На стыках конструкций - засохшая соль.
Он мучился оттого, что слова получались какими-то не то полыми и звенящими, не то монолитными и абсолютно аморфными. Строчки говорили что-то своё, что-то достаточно связное и метафоричное, но не то, что хотел сказать он. И всё же он продолжил.
Мы строим мосты над неясною бездной,
Вбивая опоры на слух в черноту.
Мы строим мосты, чтоб добраться посмертно
Туда, куда разум не торит тропу.
Он остановился. Положил ручку и прижал к лицу испачканные чернилами пальцы.
Понимание поражения заполнило его, затопило целиком - заменило кровь, наполнило лёгкие, мышцы, кости, череп какой-то странной, приторной, словно веселящий газ, горечью.
Он открыл глаза.
Поглядел в ночь.
Город под ним тихо мерцал огнями.
Ему вдруг стала отвратительна тишина.
Он встал, вышел на балкон.
Ветер овеял его лицо прохладным дыханием моря, от дрожащих городских огней донеслись размытые звуки румбы.
С рейда донёсся рёв уходящего корабля.
Он сжал в горсти ворот рубахи и потянул его вниз.
Стукнула по металлу балконной решетки отлетевшая костяная пуговица, отскочила и беззвучно канула в уютную тёмную бездну двора внизу, наверное, упала в цветочный куст.
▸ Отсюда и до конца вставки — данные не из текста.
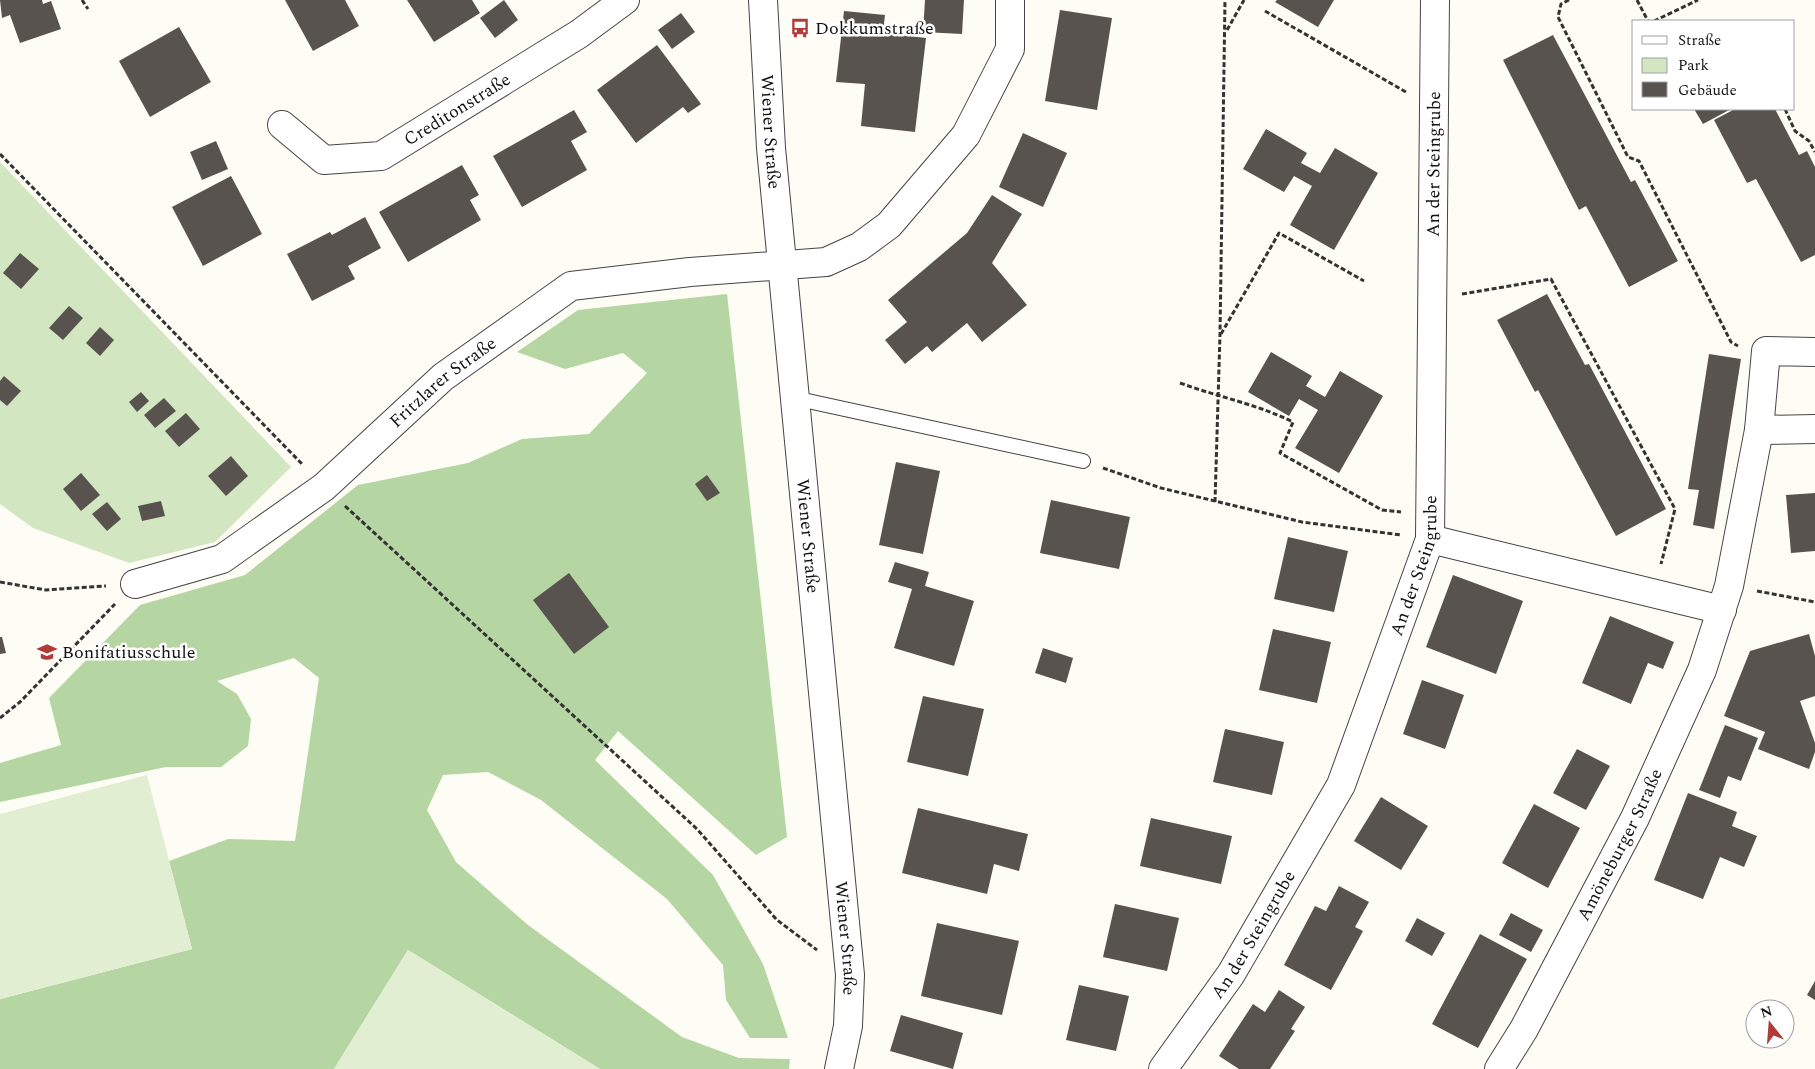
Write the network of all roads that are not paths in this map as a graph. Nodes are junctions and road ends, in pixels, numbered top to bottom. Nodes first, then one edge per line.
1 (625, 0) edge
2 (763, 0) edge
3 (1010, 0) edge
4 (1435, 0) edge
5 (282, 125) dead end
6 (782, 265) junction
7 (1815, 352) edge
8 (794, 398) junction
9 (1815, 429) edge
10 (1759, 430) junction
11 (1084, 461) road end
12 (1430, 528) junction
13 (136, 584) road end
14 (1726, 598) junction
15 (839, 1069) edge
16 (1163, 1069) edge
17 (1499, 1069) edge

1 - 5 street, Creditonstraße
2 - 6 street, Wiener Straße
3 - 6 street
4 - 12 street, An der Steingrube
6 - 8 street, Wiener Straße
6 - 13 street, Fritzlarer Straße
7 - 10 street, Amöneburger Straße
8 - 11 lane
8 - 15 street, Wiener Straße
9 - 10 street
10 - 14 street, Amöneburger Straße
12 - 14 street
12 - 16 street, An der Steingrube
14 - 17 street, Amöneburger Straße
Он глубоко вдохнул, наслаждаясь прохладным дыханием ветра, вдохнул несколько раз, глубоко, пока лёгкие не начали слегка ныть, а в голове на просветлело.
Прошелестело, и мимо него с балкона канули вниз несколько бумажных листков.
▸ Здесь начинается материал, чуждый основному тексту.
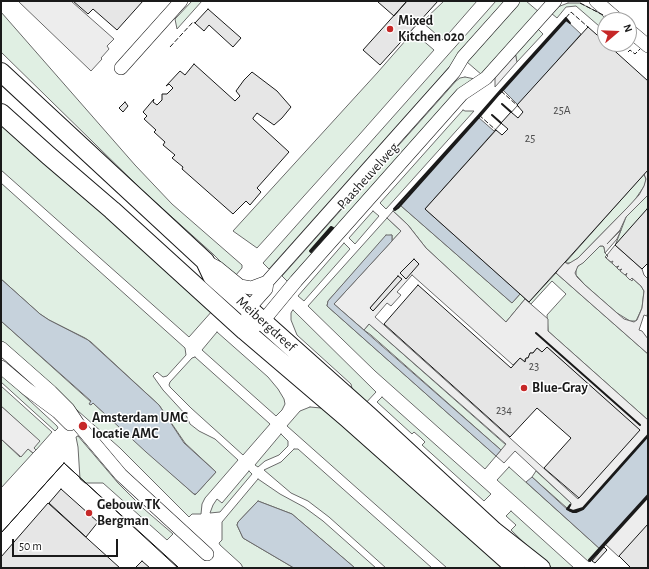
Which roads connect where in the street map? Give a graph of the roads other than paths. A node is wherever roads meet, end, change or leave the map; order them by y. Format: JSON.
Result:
{"nodes":[{"id":1,"x":181,"y":1,"type":"edge"},
{"id":2,"x":513,"y":1,"type":"edge"},
{"id":3,"x":555,"y":1,"type":"edge"},
{"id":4,"x":596,"y":1,"type":"edge"},
{"id":5,"x":609,"y":12,"type":"edge"},
{"id":6,"x":637,"y":37,"type":"edge"},
{"id":7,"x":648,"y":46,"type":"edge"},
{"id":8,"x":121,"y":68,"type":"dead end"},
{"id":9,"x":1,"y":72,"type":"edge"},
{"id":10,"x":1,"y":113,"type":"edge"},
{"id":11,"x":205,"y":261,"type":"junction"},
{"id":12,"x":267,"y":282,"type":"junction"},
{"id":13,"x":249,"y":308,"type":"junction"},
{"id":14,"x":263,"y":321,"type":"junction"},
{"id":15,"x":245,"y":331,"type":"junction"},
{"id":16,"x":1,"y":348,"type":"edge"},
{"id":17,"x":1,"y":367,"type":"edge"},
{"id":18,"x":78,"y":424,"type":"junction"},
{"id":19,"x":207,"y":554,"type":"dead end"},
{"id":20,"x":516,"y":568,"type":"edge"},
{"id":21,"x":541,"y":568,"type":"edge"}],
"edges":[{"from":1,"to":8,"type":"street"},
{"from":2,"to":12,"type":"street","name":"Paasheuvelweg"},
{"from":3,"to":14,"type":"street","name":"Paasheuvelweg"},
{"from":4,"to":5,"type":"street"},
{"from":6,"to":7,"type":"street"},
{"from":9,"to":11,"type":"main road","name":"Meibergdreef"},
{"from":10,"to":15,"type":"main road","name":"Meibergdreef"},
{"from":11,"to":12,"type":"street"},
{"from":11,"to":13,"type":"main road","name":"Meibergdreef"},
{"from":12,"to":13,"type":"street","name":"Paasheuvelweg"},
{"from":13,"to":14,"type":"main road","name":"Meibergdreef"},
{"from":13,"to":15,"type":"street"},
{"from":14,"to":15,"type":"street","name":"Paasheuvelweg"},
{"from":14,"to":21,"type":"main road","name":"Meibergdreef"},
{"from":15,"to":20,"type":"main road","name":"Meibergdreef"},
{"from":16,"to":18,"type":"street"},
{"from":17,"to":18,"type":"street"},
{"from":18,"to":19,"type":"street"}]}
Словно своенравные летучие мыши, выбирая самый причудливый путь в прядях ночного ветра, они понеслись в направлении моря.
Он усмехнулся. Обернулся, поймал рукой рвущуюся наружу тюлевую занавеску, и вместе с ней покинул балкон.
Закрыл ручку, положил её на стопку чистой бумаги, не хранящую даже мятого следа от движений пера.
Улыбнувшись, он надел шляпу и вышел из комнаты.
Спустился по раскинувшейся широким крылом лестницы вниз и вышел в ночь, туда, где звучала румба.
Ветер доносил до него плеск волн и запах водорослей.
Достав из кармана серебряную фляжку, он сделал пару глотков граппы.
Когда он оторвался от горлышка, вокруг мягко гудели звуки, отражённые от камней стен и булыжников мостовой.
Одуряюще пахла магнолия.
Шумели волны, обрушивающиеся на галечный пляж. Шипела рождающаяся от этого союза серо-белая пена.
Он стоял на холме, и ветер трепал его старую сутану, вытягивал в нить верёвку-пояс, вбивал в просмоленную мешковину и выгонял обратно пламя факела.
- И да отпустятся тебе грехи твои, несчастный. Упаси, Господи, душу грешника сего.
Он махнул рукой, и отпущенный факел пролетел и рухнул в груду плавника, сложенную под столбом казни.
Пламя взметнулось и поглотило в гудении звериный вой прикованного.
- Прими, Боже, душу раба Твоего, да очистит её страдание сие, и да не ввергни его в геенну вечную.
Пальцы его дёргались, пропуская сквозь персть зёрна чёток.
Смрадное пламя гудело, подкрашенное на концах языков жирной сажей.
Он поднял лицо к сумрачному небу, готовому пролиться дождём или градом, и, закрыв глаза, вдохнул жалящий холод ветра.
А потом, выдохнув, открыл глаза и протянул руку.
Служка вложил в неё новый факел.
Вместе с ним, аккуратно ступая по камням, он двинулись к следующему кресту.
Жажда иссушала утробу. Голод грыз внутренности, усталость выпивала все силы из ослабевших членов.
Лёгкое движение воздуха доносило до него раз за разом аромат хлеба.
Дразнящий, выворачивающий кишки аромат.
Он открыл глаза.
Засушенная, хрупкая от жары трёхнедельная корка лежала так близко - всего лишь руку протяни.